Stored items:

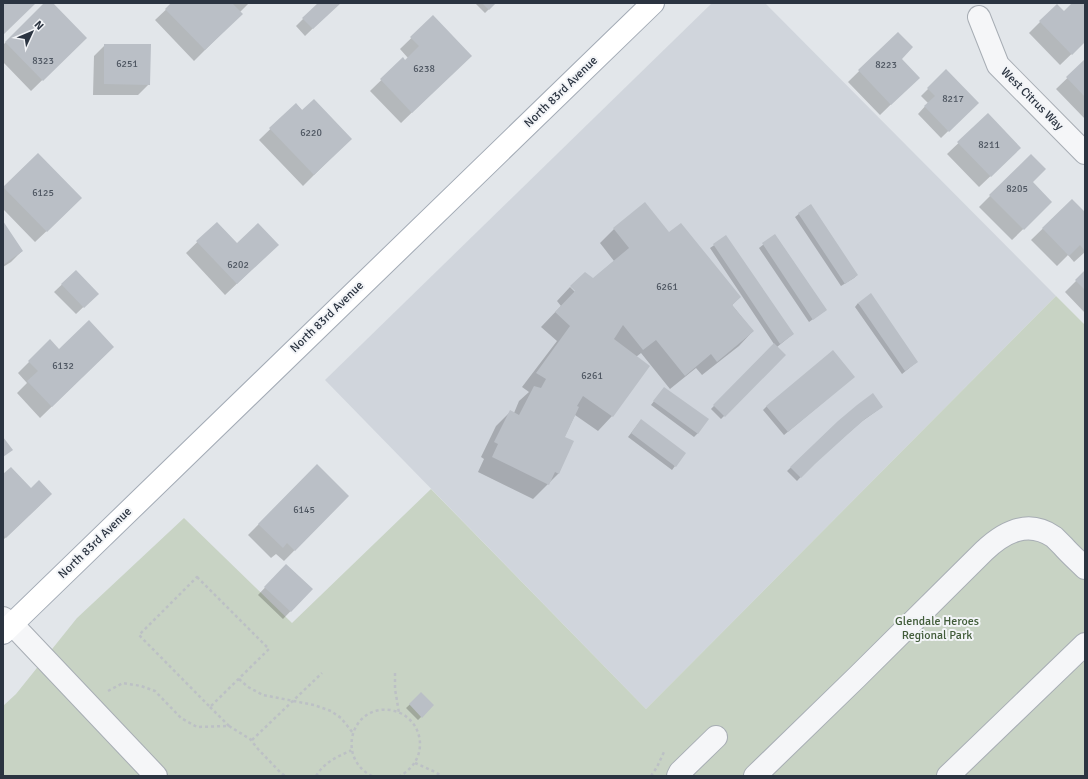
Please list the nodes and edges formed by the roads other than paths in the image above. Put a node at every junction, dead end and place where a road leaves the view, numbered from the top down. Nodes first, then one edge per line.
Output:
1 (653, 3) edge
2 (979, 17) dead end
3 (1085, 153) edge
4 (1085, 568) edge
5 (3, 601) edge
6 (6, 625) edge
7 (1085, 644) edge
8 (716, 737) dead end
9 (156, 776) edge
10 (678, 776) edge
11 (755, 776) edge
12 (948, 776) edge

1 - 6 main road, North 83rd Avenue
2 - 3 street, West Citrus Way
4 - 11 street
5 - 6 street
6 - 9 street
7 - 12 street
8 - 10 street

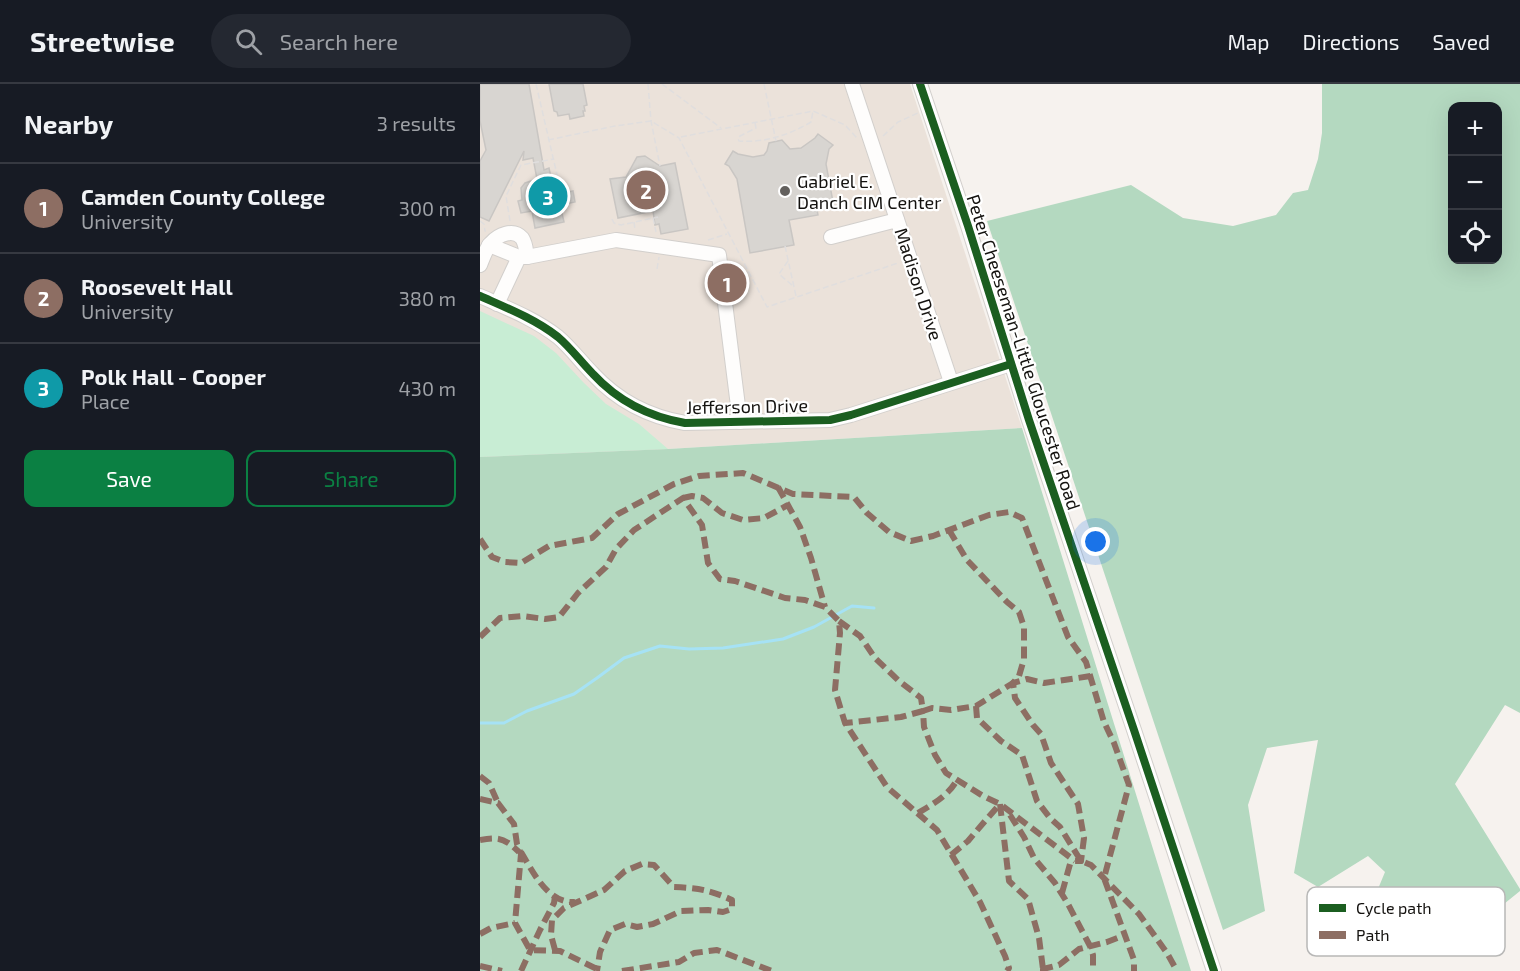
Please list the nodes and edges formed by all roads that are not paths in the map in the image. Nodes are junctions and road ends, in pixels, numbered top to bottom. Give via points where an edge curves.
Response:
1 (852, 84) edge
2 (920, 84) edge
3 (897, 220) junction
4 (831, 237) dead end
5 (489, 245) junction
6 (523, 257) junction
7 (480, 265) edge
8 (486, 301) edge
9 (1011, 364) junction
10 (951, 382) junction
11 (740, 422) junction
12 (1214, 971) edge

1 - 3 street, Madison Drive
2 - 9 street, Peter Cheeseman-Little Gloucester Road
3 - 4 street
3 - 10 street, Madison Drive
5 - 6 street
5 - 6 street via 502,235 513,233 523,241
5 - 7 street
6 - 8 street
6 - 11 street via 616,240 719,255
8 - 11 street, Jefferson Drive via 548,330 606,387 646,412 686,423
9 - 10 street, Jefferson Drive
9 - 12 street, Peter Cheeseman-Little Gloucester Road
10 - 11 street, Jefferson Drive via 830,420

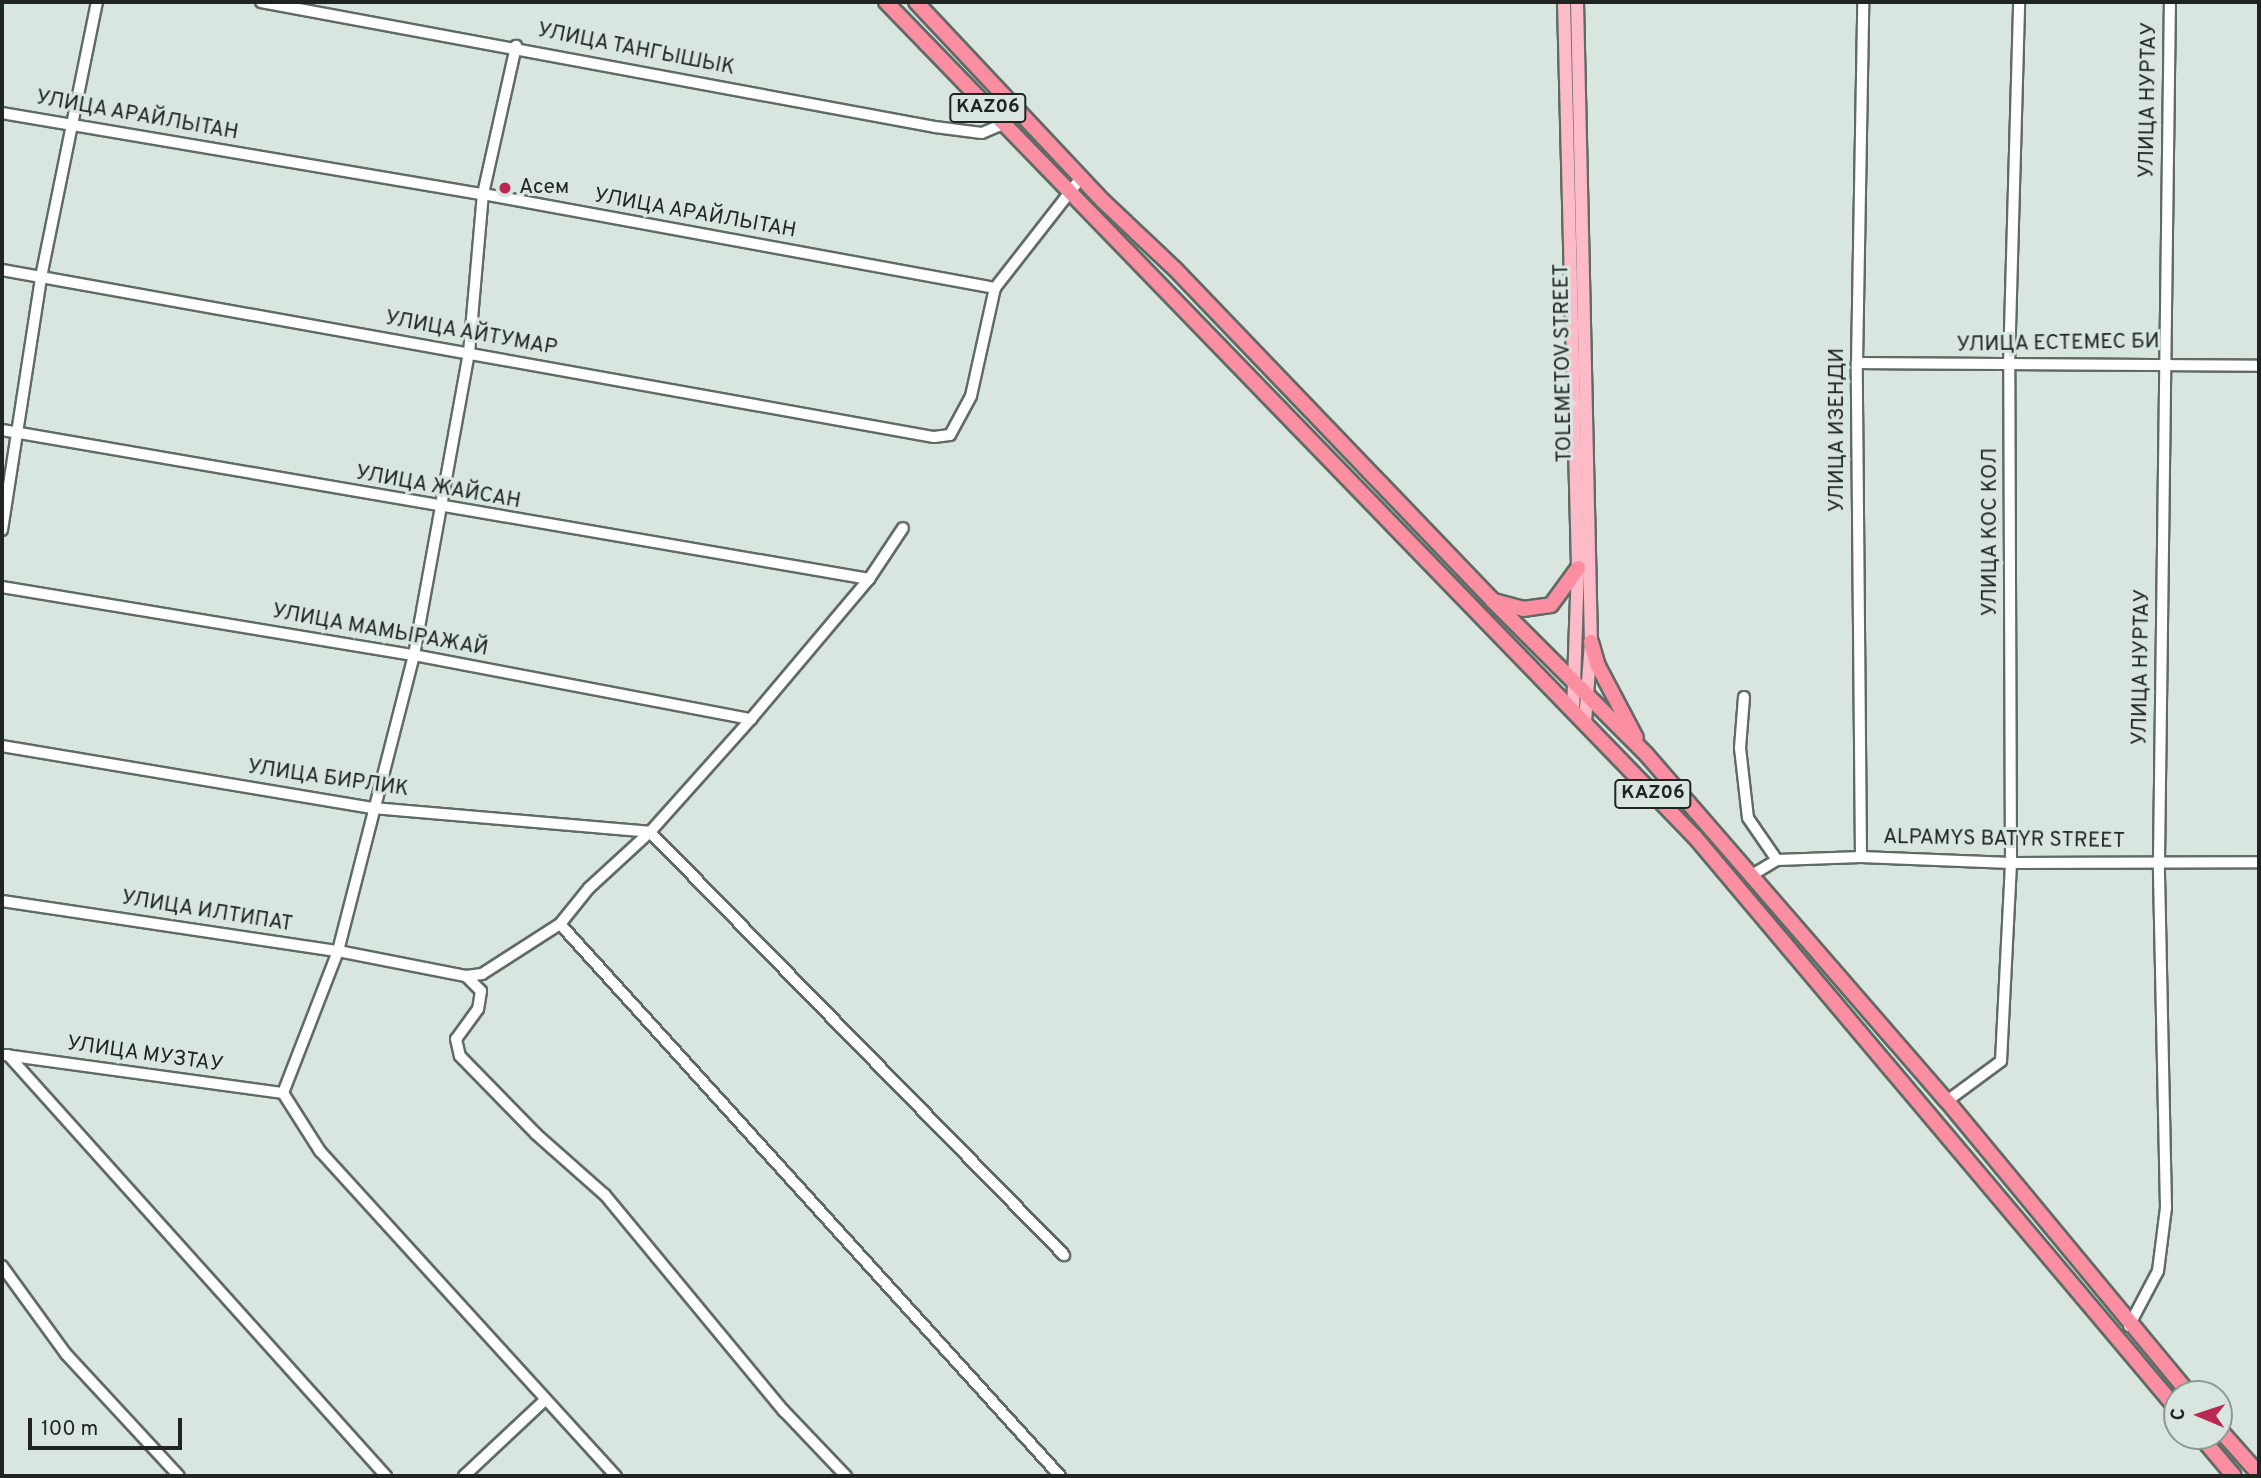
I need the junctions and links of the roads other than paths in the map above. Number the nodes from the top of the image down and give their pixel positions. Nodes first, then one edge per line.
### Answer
1 (97, 2) edge
2 (261, 2) edge
3 (886, 2) edge
4 (915, 2) edge
5 (1564, 2) edge
6 (1577, 2) edge
7 (1863, 2) edge
8 (2019, 2) edge
9 (2170, 2) edge
10 (516, 46) junction
11 (2, 113) edge
12 (1003, 124) junction
13 (70, 125) junction
14 (1081, 178) junction
15 (484, 194) junction
16 (1070, 194) junction
17 (2, 270) edge
18 (41, 277) junction
19 (995, 288) junction
20 (469, 353) junction
21 (2165, 362) junction
22 (1857, 363) junction
23 (2009, 366) junction
24 (2259, 366) edge
25 (2, 430) edge
26 (19, 433) junction
27 (438, 508) junction
28 (903, 528) dead end
29 (2, 530) edge
30 (1578, 568) junction
31 (869, 579) junction
32 (2, 587) edge
33 (1492, 600) junction
34 (1591, 642) junction
35 (414, 655) junction
36 (1576, 685) junction
37 (1587, 696) junction
38 (1744, 697) dead end
39 (1573, 711) junction
40 (751, 719) junction
41 (1584, 723) junction
42 (2, 746) edge
43 (1646, 754) junction
44 (372, 808) junction
45 (650, 832) junction
46 (1861, 857) junction
47 (1777, 860) junction
48 (2159, 860) junction
49 (2259, 862) edge
50 (2011, 863) junction
51 (1752, 875) junction
52 (2, 901) edge
53 (560, 924) junction
54 (338, 951) junction
55 (466, 976) junction
56 (5, 1055) edge
57 (283, 1093) junction
58 (1947, 1101) junction
59 (1064, 1255) dead end
60 (2, 1266) edge
61 (2129, 1326) junction
62 (2177, 1380) edge
63 (2163, 1392) edge
64 (546, 1399) junction
65 (2233, 1445) edge
66 (2212, 1450) edge
67 (2259, 1474) edge
68 (179, 1476) edge
69 (386, 1476) edge
70 (464, 1476) edge
71 (616, 1476) edge
72 (846, 1476) edge
73 (1060, 1476) edge
74 (2234, 1476) edge

1 - 13 street
2 - 10 street, УЛИЦА ТАНГЫШЫК
3 - 12 highway, KАZ06
4 - 14 highway, KАZ06
5 - 30 main road, TOLEMETOV STREET
6 - 34 main road, TOLEMETOV STREET
7 - 22 street, УЛИЦА ИЗЕНДИ
8 - 23 street, УЛИЦА КОС КОЛ
9 - 21 street, УЛИЦА НУРТАУ
10 - 12 street, УЛИЦА ТАНГЫШЫК
10 - 15 street
11 - 13 street, УЛИЦА АРАЙЛЫТАН
12 - 16 highway, KАZ06
13 - 15 street, УЛИЦА АРАЙЛЫТАН
13 - 18 street
14 - 16 street
14 - 33 highway, KАZ06
15 - 19 street, УЛИЦА АРАЙЛЫТАН
15 - 20 street
16 - 19 street
16 - 39 highway, KАZ06
17 - 18 street, УЛИЦА АЙТУМАР
18 - 20 street, УЛИЦА АЙТУМАР
18 - 26 street
19 - 20 street, УЛИЦА АЙТУМАР
20 - 27 street
21 - 23 street, УЛИЦА ЕСТЕМЕС БИ
21 - 24 street, УЛИЦА ЕСТЕМЕС БИ
21 - 48 street, УЛИЦА НУРТАУ
22 - 23 street, УЛИЦА ЕСТЕМЕС БИ
22 - 46 street, УЛИЦА ИЗЕНДИ
23 - 50 street, УЛИЦА КОС КОЛ
25 - 26 street, УЛИЦА ЖАЙСАН
26 - 27 street, УЛИЦА ЖАЙСАН
26 - 29 street
27 - 31 street, УЛИЦА ЖАЙСАН
27 - 35 street
28 - 31 street
30 - 33 highway
30 - 36 main road, TOLEMETOV STREET
31 - 40 street
32 - 35 street, УЛИЦА МАМЫРАЖАЙ
33 - 36 highway, KАZ06
34 - 37 main road, TOLEMETOV STREET
34 - 43 highway
35 - 40 street, УЛИЦА МАМЫРАЖАЙ
35 - 44 street
36 - 37 highway, KАZ06
36 - 39 main road, TOLEMETOV STREET
37 - 41 main road, TOLEMETOV STREET
37 - 43 highway, KАZ06
38 - 47 street
39 - 41 highway, KАZ06
40 - 45 street
41 - 63 highway, KАZ06
42 - 44 street, УЛИЦА БИРЛИК
43 - 51 highway, KАZ06
44 - 45 street, УЛИЦА БИРЛИК
44 - 54 street
45 - 53 street
45 - 59 street
46 - 47 street, ALPAMYS BATYR STREET
46 - 50 street, ALPAMYS BATYR STREET
47 - 51 street, ALPAMYS BATYR STREET
48 - 49 street, ALPAMYS BATYR STREET
48 - 50 street, ALPAMYS BATYR STREET
48 - 61 street, УЛИЦА НУРТАУ
50 - 58 street, УЛИЦА КОС КОЛ
51 - 58 highway, KАZ06
52 - 54 street, УЛИЦА ИЛТИПАТ
53 - 55 street
53 - 73 street
54 - 55 street, УЛИЦА ИЛТИПАТ
54 - 57 street
55 - 72 street
56 - 57 street, УЛИЦА МУЗТАУ
56 - 69 street
57 - 64 street
58 - 61 highway, KАZ06
60 - 68 street
61 - 62 highway, KАZ06
64 - 70 street
64 - 71 street
65 - 67 highway
66 - 74 highway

### Task statement
You are asked to reproduce each line above exactly, but to exclude the pictures.

### Answer box
Please list the nodes and edges formed by the roads other than paths in the image above. Put a node at every junction, dead end and place where a road leaves the view, numbered from the top down. Nodes first, then one edge per line.
Output:
1 (653, 3) edge
2 (979, 17) dead end
3 (1085, 153) edge
4 (1085, 568) edge
5 (3, 601) edge
6 (6, 625) edge
7 (1085, 644) edge
8 (716, 737) dead end
9 (156, 776) edge
10 (678, 776) edge
11 (755, 776) edge
12 (948, 776) edge

1 - 6 main road, North 83rd Avenue
2 - 3 street, West Citrus Way
4 - 11 street
5 - 6 street
6 - 9 street
7 - 12 street
8 - 10 street

Please list the nodes and edges formed by all roads that are not paths in the map in the image. Nodes are junctions and road ends, in pixels, numbered top to bottom. Give via points where an edge curves.
Response:
1 (852, 84) edge
2 (920, 84) edge
3 (897, 220) junction
4 (831, 237) dead end
5 (489, 245) junction
6 (523, 257) junction
7 (480, 265) edge
8 (486, 301) edge
9 (1011, 364) junction
10 (951, 382) junction
11 (740, 422) junction
12 (1214, 971) edge

1 - 3 street, Madison Drive
2 - 9 street, Peter Cheeseman-Little Gloucester Road
3 - 4 street
3 - 10 street, Madison Drive
5 - 6 street
5 - 6 street via 502,235 513,233 523,241
5 - 7 street
6 - 8 street
6 - 11 street via 616,240 719,255
8 - 11 street, Jefferson Drive via 548,330 606,387 646,412 686,423
9 - 10 street, Jefferson Drive
9 - 12 street, Peter Cheeseman-Little Gloucester Road
10 - 11 street, Jefferson Drive via 830,420

I need the junctions and links of the roads other than paths in the map above. Number the nodes from the top of the image down and give their pixel positions. Nodes first, then one edge per line.
### Answer
1 (97, 2) edge
2 (261, 2) edge
3 (886, 2) edge
4 (915, 2) edge
5 (1564, 2) edge
6 (1577, 2) edge
7 (1863, 2) edge
8 (2019, 2) edge
9 (2170, 2) edge
10 (516, 46) junction
11 (2, 113) edge
12 (1003, 124) junction
13 (70, 125) junction
14 (1081, 178) junction
15 (484, 194) junction
16 (1070, 194) junction
17 (2, 270) edge
18 (41, 277) junction
19 (995, 288) junction
20 (469, 353) junction
21 (2165, 362) junction
22 (1857, 363) junction
23 (2009, 366) junction
24 (2259, 366) edge
25 (2, 430) edge
26 (19, 433) junction
27 (438, 508) junction
28 (903, 528) dead end
29 (2, 530) edge
30 (1578, 568) junction
31 (869, 579) junction
32 (2, 587) edge
33 (1492, 600) junction
34 (1591, 642) junction
35 (414, 655) junction
36 (1576, 685) junction
37 (1587, 696) junction
38 (1744, 697) dead end
39 (1573, 711) junction
40 (751, 719) junction
41 (1584, 723) junction
42 (2, 746) edge
43 (1646, 754) junction
44 (372, 808) junction
45 (650, 832) junction
46 (1861, 857) junction
47 (1777, 860) junction
48 (2159, 860) junction
49 (2259, 862) edge
50 (2011, 863) junction
51 (1752, 875) junction
52 (2, 901) edge
53 (560, 924) junction
54 (338, 951) junction
55 (466, 976) junction
56 (5, 1055) edge
57 (283, 1093) junction
58 (1947, 1101) junction
59 (1064, 1255) dead end
60 (2, 1266) edge
61 (2129, 1326) junction
62 (2177, 1380) edge
63 (2163, 1392) edge
64 (546, 1399) junction
65 (2233, 1445) edge
66 (2212, 1450) edge
67 (2259, 1474) edge
68 (179, 1476) edge
69 (386, 1476) edge
70 (464, 1476) edge
71 (616, 1476) edge
72 (846, 1476) edge
73 (1060, 1476) edge
74 (2234, 1476) edge

1 - 13 street
2 - 10 street, УЛИЦА ТАНГЫШЫК
3 - 12 highway, KАZ06
4 - 14 highway, KАZ06
5 - 30 main road, TOLEMETOV STREET
6 - 34 main road, TOLEMETOV STREET
7 - 22 street, УЛИЦА ИЗЕНДИ
8 - 23 street, УЛИЦА КОС КОЛ
9 - 21 street, УЛИЦА НУРТАУ
10 - 12 street, УЛИЦА ТАНГЫШЫК
10 - 15 street
11 - 13 street, УЛИЦА АРАЙЛЫТАН
12 - 16 highway, KАZ06
13 - 15 street, УЛИЦА АРАЙЛЫТАН
13 - 18 street
14 - 16 street
14 - 33 highway, KАZ06
15 - 19 street, УЛИЦА АРАЙЛЫТАН
15 - 20 street
16 - 19 street
16 - 39 highway, KАZ06
17 - 18 street, УЛИЦА АЙТУМАР
18 - 20 street, УЛИЦА АЙТУМАР
18 - 26 street
19 - 20 street, УЛИЦА АЙТУМАР
20 - 27 street
21 - 23 street, УЛИЦА ЕСТЕМЕС БИ
21 - 24 street, УЛИЦА ЕСТЕМЕС БИ
21 - 48 street, УЛИЦА НУРТАУ
22 - 23 street, УЛИЦА ЕСТЕМЕС БИ
22 - 46 street, УЛИЦА ИЗЕНДИ
23 - 50 street, УЛИЦА КОС КОЛ
25 - 26 street, УЛИЦА ЖАЙСАН
26 - 27 street, УЛИЦА ЖАЙСАН
26 - 29 street
27 - 31 street, УЛИЦА ЖАЙСАН
27 - 35 street
28 - 31 street
30 - 33 highway
30 - 36 main road, TOLEMETOV STREET
31 - 40 street
32 - 35 street, УЛИЦА МАМЫРАЖАЙ
33 - 36 highway, KАZ06
34 - 37 main road, TOLEMETOV STREET
34 - 43 highway
35 - 40 street, УЛИЦА МАМЫРАЖАЙ
35 - 44 street
36 - 37 highway, KАZ06
36 - 39 main road, TOLEMETOV STREET
37 - 41 main road, TOLEMETOV STREET
37 - 43 highway, KАZ06
38 - 47 street
39 - 41 highway, KАZ06
40 - 45 street
41 - 63 highway, KАZ06
42 - 44 street, УЛИЦА БИРЛИК
43 - 51 highway, KАZ06
44 - 45 street, УЛИЦА БИРЛИК
44 - 54 street
45 - 53 street
45 - 59 street
46 - 47 street, ALPAMYS BATYR STREET
46 - 50 street, ALPAMYS BATYR STREET
47 - 51 street, ALPAMYS BATYR STREET
48 - 49 street, ALPAMYS BATYR STREET
48 - 50 street, ALPAMYS BATYR STREET
48 - 61 street, УЛИЦА НУРТАУ
50 - 58 street, УЛИЦА КОС КОЛ
51 - 58 highway, KАZ06
52 - 54 street, УЛИЦА ИЛТИПАТ
53 - 55 street
53 - 73 street
54 - 55 street, УЛИЦА ИЛТИПАТ
54 - 57 street
55 - 72 street
56 - 57 street, УЛИЦА МУЗТАУ
56 - 69 street
57 - 64 street
58 - 61 highway, KАZ06
60 - 68 street
61 - 62 highway, KАZ06
64 - 70 street
64 - 71 street
65 - 67 highway
66 - 74 highway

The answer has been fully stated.